Needless to say I drive 2 hours now to see my vet. She's aggressive enough to make me happy. All of the vets in my current town are either insane or too nice to do anything except send me to an expensive specialist. I've since learned that only specialists in my town can even take my cats blood pressure, unlike my old vet. I'm still looking for one closer to my house and the blood pressure check is the first test for consideration for me.
posted by EasilyOdd at 12:37 PM on February 5, 2008

Response by poster: Thanks all for the replies - I made an appointment for kitty to go to a clinic tomorrow who specialises in cats. They also do xrays in-house, so we're definitely going to push for that. Am hoping that we learn something more definite on this visit.
posted by FortyT-wo at 5:23 PM on February 5, 2008

Response by poster: Just wanted to add an update on Kitty. Our visit with the cat specialist resulted in normal xrays, and still no answer as to what his problem might be. We were given instructions to force-feed him turkey and chicken baby foods for a week in increasing amounts. Then we were to slowly reintroduce i47;d dry cat food and reduce our baby food forcing as he began to eat more dry food. After about a week and a half, he was entirely on the dry food again, and done vomiting.
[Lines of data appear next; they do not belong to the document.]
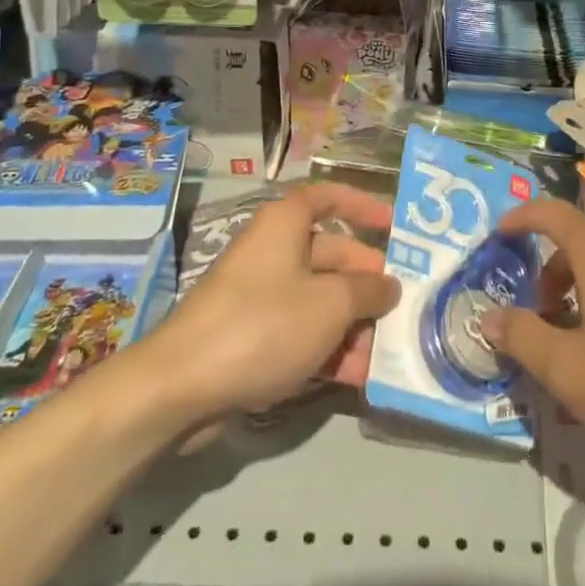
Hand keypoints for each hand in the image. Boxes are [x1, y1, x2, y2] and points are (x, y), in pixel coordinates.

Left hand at [144, 184, 399, 423]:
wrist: (182, 387)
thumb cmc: (264, 325)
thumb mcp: (330, 304)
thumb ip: (368, 291)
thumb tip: (389, 285)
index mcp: (286, 224)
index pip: (329, 198)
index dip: (362, 206)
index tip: (394, 225)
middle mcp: (273, 250)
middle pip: (331, 256)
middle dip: (367, 284)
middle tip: (402, 309)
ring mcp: (260, 295)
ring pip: (319, 300)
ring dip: (352, 325)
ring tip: (385, 355)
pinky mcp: (250, 336)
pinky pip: (300, 331)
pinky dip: (327, 348)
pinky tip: (357, 377)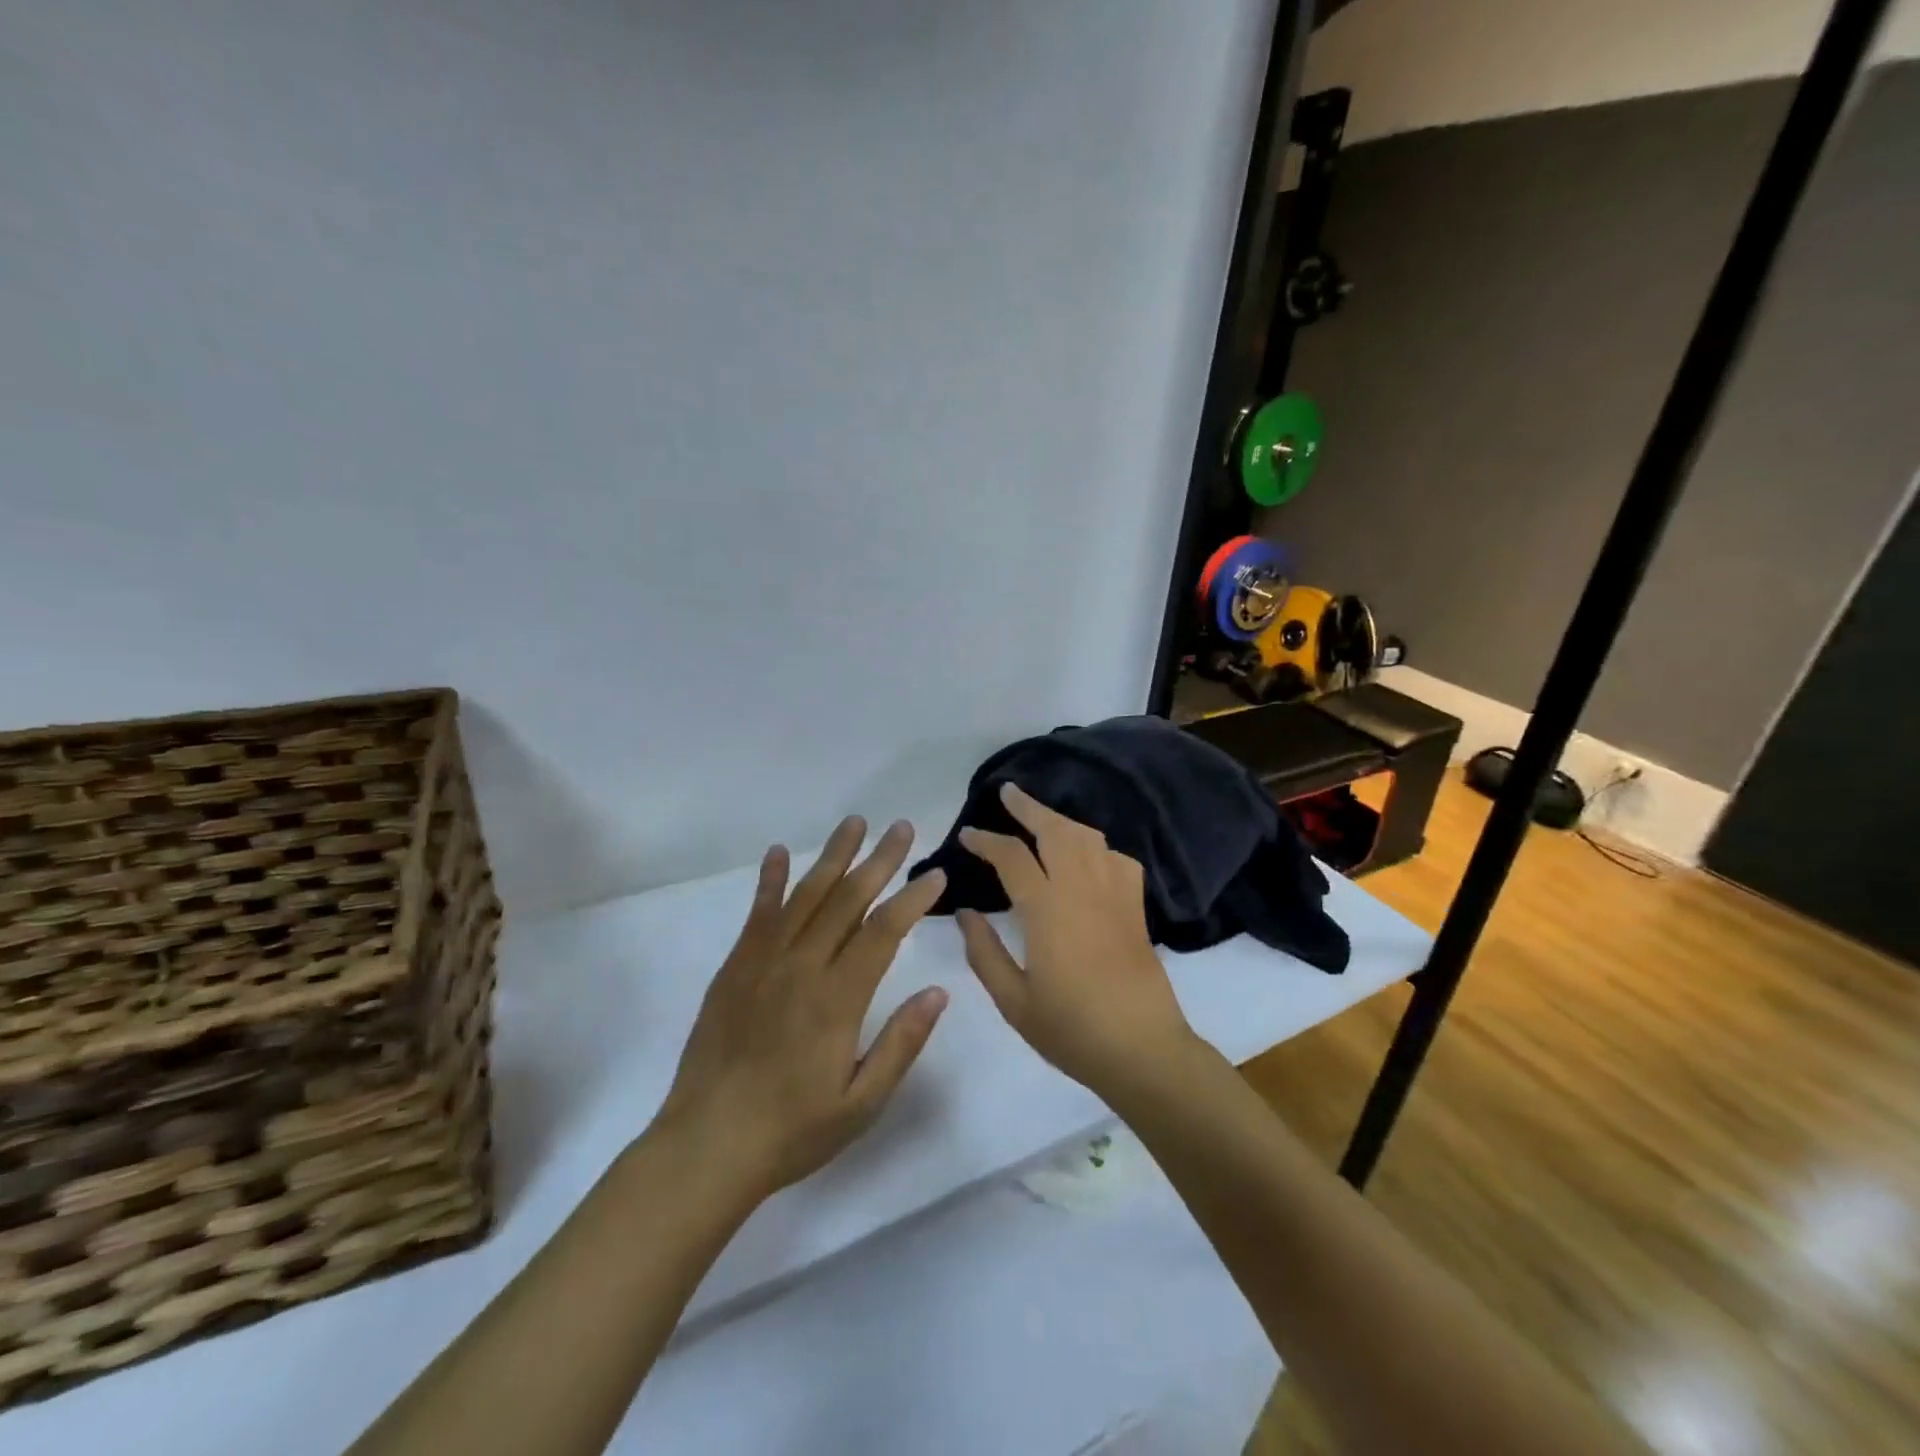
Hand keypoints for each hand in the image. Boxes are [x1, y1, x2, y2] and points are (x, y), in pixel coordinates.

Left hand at [655, 817, 948, 1205]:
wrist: (706, 1146)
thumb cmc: (793, 1131)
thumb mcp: (861, 1103)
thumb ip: (901, 1043)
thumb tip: (938, 991)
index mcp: (837, 999)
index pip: (883, 932)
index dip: (912, 899)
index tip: (935, 874)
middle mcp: (801, 968)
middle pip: (847, 900)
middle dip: (878, 860)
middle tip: (901, 827)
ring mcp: (763, 963)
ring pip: (805, 896)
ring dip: (832, 857)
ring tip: (854, 823)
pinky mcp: (734, 968)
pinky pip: (757, 914)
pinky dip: (770, 880)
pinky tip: (779, 854)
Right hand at [956, 783, 1196, 1096]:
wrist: (1142, 1049)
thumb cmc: (1071, 1029)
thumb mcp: (1013, 1001)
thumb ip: (984, 952)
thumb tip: (965, 913)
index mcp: (1047, 909)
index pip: (1012, 857)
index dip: (986, 840)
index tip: (967, 834)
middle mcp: (1082, 889)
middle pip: (1056, 829)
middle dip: (1029, 806)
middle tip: (1008, 792)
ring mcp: (1114, 895)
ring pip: (1089, 837)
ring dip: (1062, 820)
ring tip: (1042, 818)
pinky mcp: (1136, 908)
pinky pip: (1118, 859)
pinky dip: (1098, 848)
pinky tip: (1088, 859)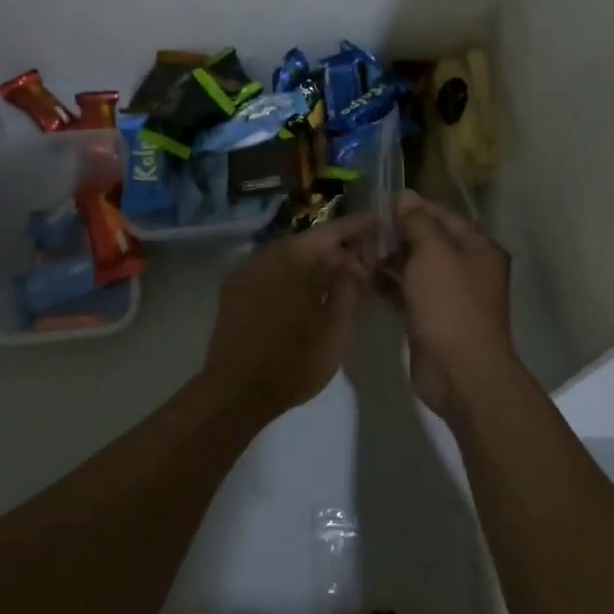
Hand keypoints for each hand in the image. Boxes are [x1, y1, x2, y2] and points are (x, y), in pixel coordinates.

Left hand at [202, 214, 373, 417]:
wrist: (235, 392)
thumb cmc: (293, 361)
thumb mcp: (336, 328)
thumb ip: (350, 288)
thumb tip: (355, 263)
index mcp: (292, 257)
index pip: (331, 230)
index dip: (358, 226)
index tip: (379, 221)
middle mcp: (265, 254)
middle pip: (309, 243)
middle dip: (338, 249)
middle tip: (366, 259)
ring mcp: (246, 272)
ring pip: (289, 258)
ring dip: (315, 264)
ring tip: (342, 278)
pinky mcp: (234, 292)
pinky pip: (272, 273)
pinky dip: (294, 276)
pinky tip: (309, 294)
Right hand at [386, 194, 516, 423]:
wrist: (459, 371)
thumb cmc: (449, 303)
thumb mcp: (433, 253)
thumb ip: (418, 222)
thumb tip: (406, 196)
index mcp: (478, 248)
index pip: (444, 215)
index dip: (414, 207)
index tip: (381, 202)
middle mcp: (467, 268)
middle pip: (429, 241)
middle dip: (398, 233)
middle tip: (364, 228)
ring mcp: (449, 296)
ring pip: (416, 268)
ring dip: (389, 258)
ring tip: (357, 249)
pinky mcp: (431, 318)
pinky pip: (407, 292)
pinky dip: (388, 284)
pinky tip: (363, 275)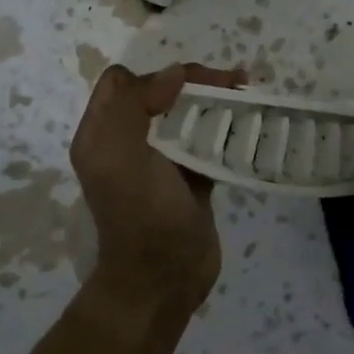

Kitty's regained his weight and seems to be back to normal. I don't feel 100% good about his recovery because he'd had a period of recovery before, but at least with the baby food force-feeding we have a way to help him along if this happens again. Still wish we knew what his issue was.

I will say, for anyone who might read this looking for info on force-feeding their cat, ours was extremely combative during the feeding process, and our first attempt at feeding him took 45 minutes and resulted in more baby food on us than in him. Our vet sold us a cat sack and it helped tremendously. I will say that kitty behaved much better for me than Mr. t-wo, but eventually we were feeding him a fair amount of food in a short time. Once I got the cat sack around his neck, he literally laid down inside and waited for me to zip him up, and then was very submissive through the whole process for me. I think our nervousness before we got the sack was making him freak out a bit.

Thanks again to everyone for the help.
posted by FortyT-wo at 3:21 PM on February 24, 2008

I'm so glad to hear this - my cat went through a similar event of being off his food, btw, and has not only gained the weight back, but hasn't had another episode. (knock on wood) Best to you and your kitty!